Missouri: The Missouri Department of Revenue has released Form 5841, Affidavit for Withholding Based on Primary Work Location. Form 5841 was published to facilitate proposed regulations under 12 CSR 10-2.109 that allow employers that did not have an adequate time and attendance system in 2020 the option to declare that they withheld income tax from employees' wages as if they were earned for work performed at the employee's primary work location within the state, without regard to the employee's temporary work location during the COVID-19 relief period. For more on this development, see Tax Alert 2021-0183.

Rhode Island: The Rhode Island Division of Taxation has extended through March 19, 2021 the emergency regulations that temporarily waive the requirement that employers withhold Rhode Island state income tax from the wages of employees temporarily working within the state solely due to the COVID-19 emergency. For more on this development, see Tax Alert 2021-0173.


Connecticut: Proposed bill (HB 5645), if enacted, would impose a tax on social media provider companies on the apportioned annual gross revenue derived from social media advertising services in the state. HB 5645 was introduced on Jan. 27, 2021.
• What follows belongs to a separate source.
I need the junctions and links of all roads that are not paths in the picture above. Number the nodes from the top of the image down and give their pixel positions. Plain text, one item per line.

Connecticut: Proposed bill (HB 6187), if enacted, would impose a 10% tax on annual gross revenues derived from digital advertising services in Connecticut for any business with annual world-wide gross revenues exceeding $10 billion. HB 6187 was introduced on Jan. 29, 2021.

Oregon: Proposed bill (HB 2392) would impose a tax on the privilege of engaging in the business of selling taxable personal information at retail in Oregon. The tax would be computed at a rate of 5% of the gross receipts a person generates from such sales. The term "taxable personal information" would mean "personal information accumulated from the Internet." If enacted, this tax would apply to sales of taxable personal information that occur on or after Jan. 1, 2022. HB 2392 was introduced on Jan. 19, 2021.
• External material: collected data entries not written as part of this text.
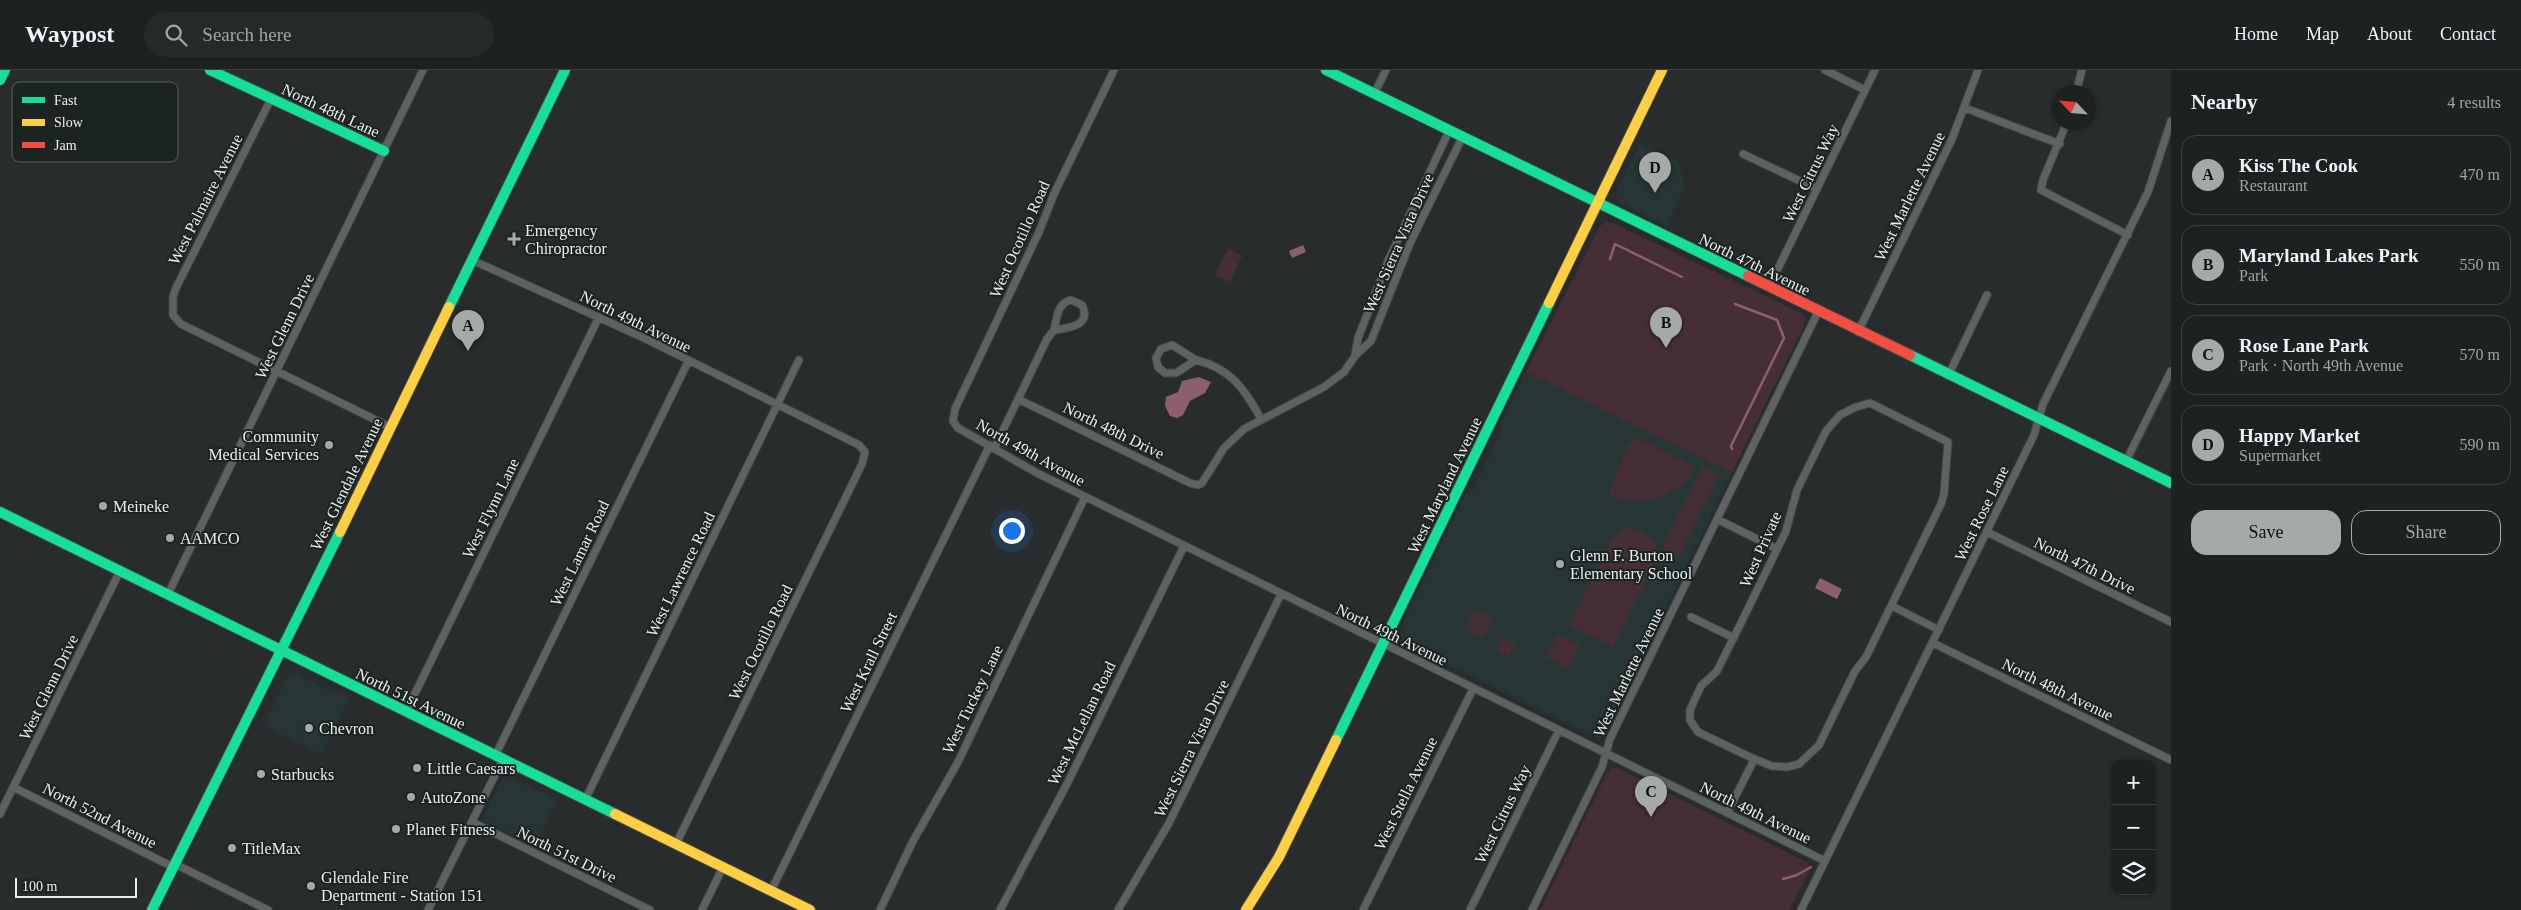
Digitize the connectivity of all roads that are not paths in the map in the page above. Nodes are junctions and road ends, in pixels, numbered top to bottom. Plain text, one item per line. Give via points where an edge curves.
1 (5, 70) edge
2 (210, 70) edge
3 (423, 70) edge
4 (564, 70) edge
5 (1114, 70) edge
6 (1326, 70) edge
7 (1386, 70) edge
8 (1662, 70) edge
9 (1825, 70) edge
10 (1875, 70) edge
11 (1978, 70) edge
12 (2082, 70) edge
13 (0, 80) edge
14 (2078, 85) edge
15 (1866, 90) junction
16 (1374, 94) junction
17 (271, 99) junction
18 (1965, 108) junction
19 (2171, 121) edge
20 (2064, 130) edge
21 (1449, 131) junction
22 (1462, 138) junction
23 (2060, 144) junction
24 (384, 151) junction
25 (1743, 154) dead end
26 (1817, 190) junction
27 (1597, 204) junction
28 (2128, 235) junction
29 (472, 260) junction
30 (1769, 287) junction
31 (1987, 295) dead end
32 (1818, 312) junction
33 (599, 317) junction
34 (1054, 330) junction
35 (1858, 332) junction
36 (1355, 356) junction
37 (799, 360) dead end
38 (1196, 360) junction
39 (688, 362) junction
40 (277, 371) junction
41 (2171, 371) edge
42 (1948, 376) junction
43 (1018, 398) junction
44 (778, 405) junction
45 (1261, 419) junction
46 (2040, 420) junction
47 (953, 421) joint
48 (390, 427) junction
49 (992, 447) junction
50 (865, 452) joint
51 (2126, 461) junction
52 (2171, 483) edge
53 (1198, 485) joint
54 (1085, 497) junction
55 (0, 512) edge
56 (1717, 519) junction
57 (1987, 532) junction
58 (1184, 546) junction
59 (1777, 549) junction
60 (120, 571) junction
61 (168, 594) junction
62 (1281, 594) junction
63 (1892, 606) junction
64 (1691, 617) dead end
65 (2171, 622) edge
66 (1939, 630) junction
67 (1734, 638) junction
68 (1933, 643) junction
69 (1383, 644) junction
70 (282, 651) junction
71 (1473, 689) junction
72 (406, 712) junction
73 (1558, 730) junction
74 (1604, 753) junction
75 (499, 758) junction
76 (1754, 760) junction
77 (2171, 760) edge
78 (13, 787) junction
79 (585, 800) junction
80 (1727, 813) junction
81 (0, 814) edge
82 (472, 822) junction
83 (676, 844) junction
84 (1825, 861) junction
85 (174, 866) junction
86 (723, 868) junction
87 (771, 891) junction
88 (152, 910) edge
89 (268, 910) edge
90 (428, 910) edge
91 (650, 910) edge
92 (702, 910) edge
93 (810, 910) edge
94 (880, 910) edge
95 (1000, 910) edge
96 (1118, 910) edge
97 (1246, 910) edge
98 (1363, 910) edge
99 (1470, 910) edge
100 (1532, 910) edge
101 (1801, 910) edge

1 - 13 street
2 - 17 street, North 48th Lane
3 - 24 street, West Glenn Drive
4 - 29 street, West Glendale Avenue
5 - 47 street, West Ocotillo Road via 975,365 955,409
6 - 16 street, North 47th Avenue
7 - 16 street
8 - 27 street, West Maryland Avenue
9 - 15 street
10 - 15 street, West Citrus Way
11 - 18 street, West Marlette Avenue
12 - 14 street
15 - 26 street, West Citrus Way
16 - 21 street, North 47th Avenue
17 - 24 street, North 48th Lane
17 - 40 street, West Palmaire Avenue via 176,288 173,315 181,324
18 - 23 street
18 - 35 street, West Marlette Avenue
19 - 28 street, West Rose Lane via 2148,192
20 - 23 street
21 - 22 street, North 47th Avenue
21 - 36 street, West Sierra Vista Drive via 1388,261 1358,338
22 - 27 street, North 47th Avenue
22 - 36 street, West Sierra Vista Drive via 1411,241 1371,341
23 - 28 street via 2041,190
24 - 40 street, West Glenn Drive
25 - 26 street
26 - 30 street, West Citrus Way
27 - 30 street, North 47th Avenue
27 - 69 street, West Maryland Avenue
28 - 46 street, West Rose Lane via 2043,404
29 - 33 street, North 49th Avenue
29 - 48 street, West Glendale Avenue
30 - 32 street, North 47th Avenue
31 - 42 street
32 - 35 street, North 47th Avenue
32 - 56 street, West Marlette Avenue
33 - 39 street, North 49th Avenue
33 - 72 street, West Flynn Lane
34 - 34 street, West Krall Street via 1080,324 1084,314 1082,305 1071,300 1062,305
34 - 43 street, West Krall Street
35 - 42 street, North 47th Avenue
36 - 45 street, West Sierra Vista Drive via 1344,372 1324,388
37 - 44 street, West Lawrence Road
38 - 38 street via 1172,345 1161,349 1156,358 1160,370 1171,374
38 - 45 street via 1218,367 1231,376 1248,394
39 - 44 street, North 49th Avenue
39 - 75 street, West Lamar Road
40 - 48 street
40 - 61 street, West Glenn Drive
41 - 51 street
42 - 46 street, North 47th Avenue
43 - 49 street, West Krall Street
43 - 53 street, North 48th Drive
44 - 50 street, North 49th Avenue
44 - 79 street, West Lawrence Road
45 - 53 street, West Sierra Vista Drive via 1229,442
46 - 51 street, North 47th Avenue
46 - 57 street, West Rose Lane
47 - 49 street, North 49th Avenue via 958,428
48 - 70 street, West Glendale Avenue
49 - 54 street, North 49th Avenue
49 - 87 street, West Krall Street
50 - 83 street, West Ocotillo Road via 862,464
51 - 52 street, North 47th Avenue
54 - 58 street, North 49th Avenue
54 - 94 street, West Tuckey Lane via 958,762 913,841
55 - 60 street, North 51st Avenue
56 - 59 street
56 - 74 street, West Marlette Avenue
57 - 65 street, North 47th Drive
57 - 66 street, West Rose Lane
58 - 62 street, North 49th Avenue
58 - 95 street, West McLellan Road via 1068,782
59 - 63 street, West Private via 1798,490 1828,428 1840,415 1870,404 1948,442 1944,494
59 - 67 street, West Private
60 - 61 street, North 51st Avenue
60 - 78 street, West Glenn Drive
61 - 70 street, North 51st Avenue
62 - 69 street, North 49th Avenue
62 - 96 street, West Sierra Vista Drive via 1170,823
63 - 66 street
63 - 76 street via 1866,657 1855,671 1819,745 1799,764 1780,767
64 - 67 street
66 - 68 street, West Rose Lane
67 - 76 street, West Private via 1717,670 1701,686 1690,710 1690,720 1698,732
68 - 77 street, North 48th Avenue
68 - 84 street, West Rose Lane
69 - 71 street, North 49th Avenue
69 - 97 street, West Maryland Avenue via 1279,857
70 - 72 street, North 51st Avenue
70 - 85 street, West Glendale Avenue
71 - 73 street, North 49th Avenue
71 - 98 street, West Stella Avenue
72 - 75 street, North 51st Avenue
73 - 74 street, North 49th Avenue
73 - 99 street, West Citrus Way
74 - 80 street, North 49th Avenue
74 - 100 street, West Marlette Avenue via 1602,767
75 - 79 street, North 51st Avenue
75 - 82 street, West Lamar Road
76 - 80 street
78 - 81 street, West Glenn Drive
78 - 85 street, North 52nd Avenue
79 - 83 street, North 51st Avenue
80 - 84 street, North 49th Avenue
82 - 90 street, West Lamar Road
82 - 91 street, North 51st Drive
83 - 86 street, North 51st Avenue
84 - 101 street, West Rose Lane
85 - 88 street, West Glendale Avenue
85 - 89 street, North 52nd Avenue
86 - 87 street, North 51st Avenue
86 - 92 street
87 - 93 street, North 51st Avenue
Washington: Proposed bill (HB 1303) would impose a 1.8% tax on the gross income of every person in Washington engaging in the business of making sales of personal data or exchanging personal data for consideration. If enacted, this provision would take effect Jan. 1, 2022. HB 1303 was introduced Jan. 19, 2021.
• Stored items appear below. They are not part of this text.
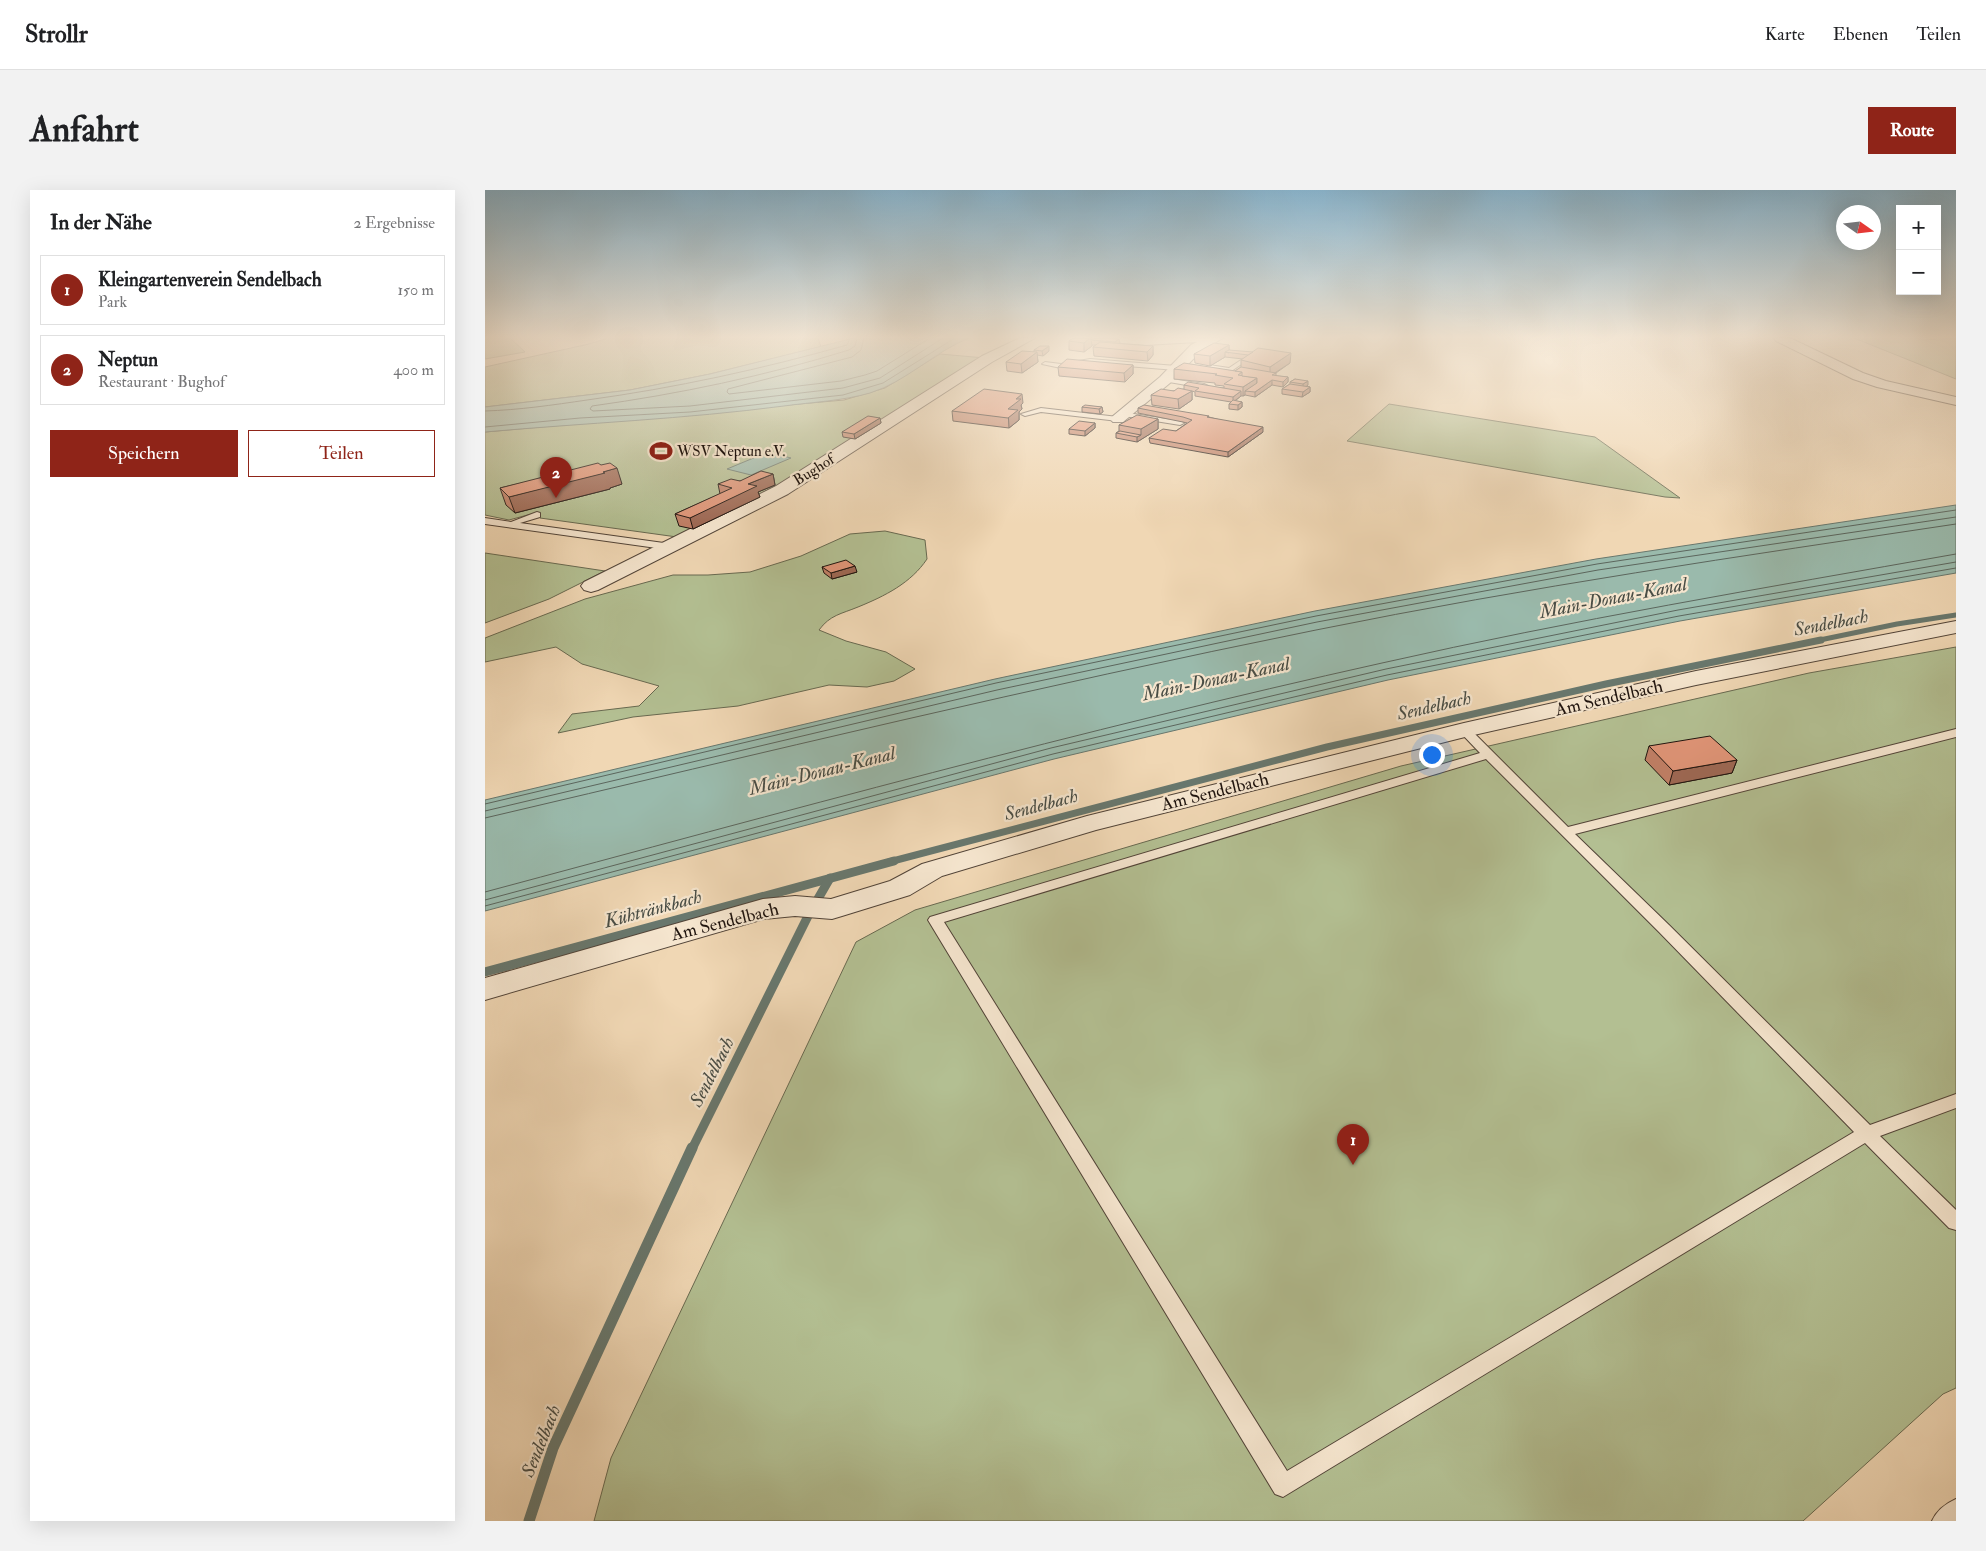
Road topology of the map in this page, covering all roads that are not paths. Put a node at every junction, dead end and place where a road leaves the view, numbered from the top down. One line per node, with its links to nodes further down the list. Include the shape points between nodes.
1 (923, 400): 9 (street, Bughof, via 782,490)
2 (1140, 400): 4 (street)
3 (1025, 414): 4 (lane, via 1041,410)
4 (1121, 416): 5 (lane)
5 (1180, 423)
6 (537, 515): 8 (lane)
7 (485, 521): 8 (lane)
8 (510, 524): 9 (lane)
9 (671, 547): 10 (street, Bughof)
10 (591, 586)
11 (1956, 627): 12 (street, Am Sendelbach, via 1696,678)
12 (1464, 730): 14 (lane); 16 (street, Am Sendelbach, via 1087,824 932,870 900,888 832,909 795,906 763,909)
13 (1956, 733): 15 (lane)
14 (1489, 754): 15 (lane); 18 (lane, via 935,920 1283,1486)
15 (1565, 832): 18 (lane, via 1631,894)
16 (485, 989)
17 (1956, 1102): 18 (lane)
18 (1865, 1134): 19 (lane)
19 (1956, 1222)
20 (1956, 1511): 21 (lane)
21 (1944, 1521)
Because the matters covered herein are complicated, State and Local Tax Weekly should not be regarded as offering a complete explanation and should not be used for making decisions. Any decision concerning matters covered herein should be reviewed with a qualified tax advisor.


1 Colorado income tax law generally conforms to changes to the Internal Revenue Code (IRC) as they occur (known as a "rolling conformity" tax law). In response to the CARES Act, HB 20-1420 was enacted in July 2020, requiring taxpayers to add back the difference between interest deducted for federal income tax purposes under the CARES Act amendments to IRC § 163(j) and interest that would have been deducted under IRC § 163(j) as it existed before the enactment of those amendments. HB 20-1420 also limited the Colorado NOL deduction to 80% of taxable income notwithstanding that a provision of the CARES Act amended the IRC provision to which Colorado automatically conformed which allowed federal NOLS to offset 100% of taxable income. The Colorado Department of Revenue by regulation instructed that Colorado's tax law incorporates changes to the IRC on a prospective basis only. The regulations prohibit Colorado taxpayers from applying the retroactive change provided by the CARES Act to the treatment of Qualified improvement property (QIP) as eligible for 100% bonus depreciation.

2 Emagine Entertainment, Inc. et al. v. Mich. Dept. of Treas., Nos. 350376 and 350881 (Mich. Ct. App. Nov. 19, 2020).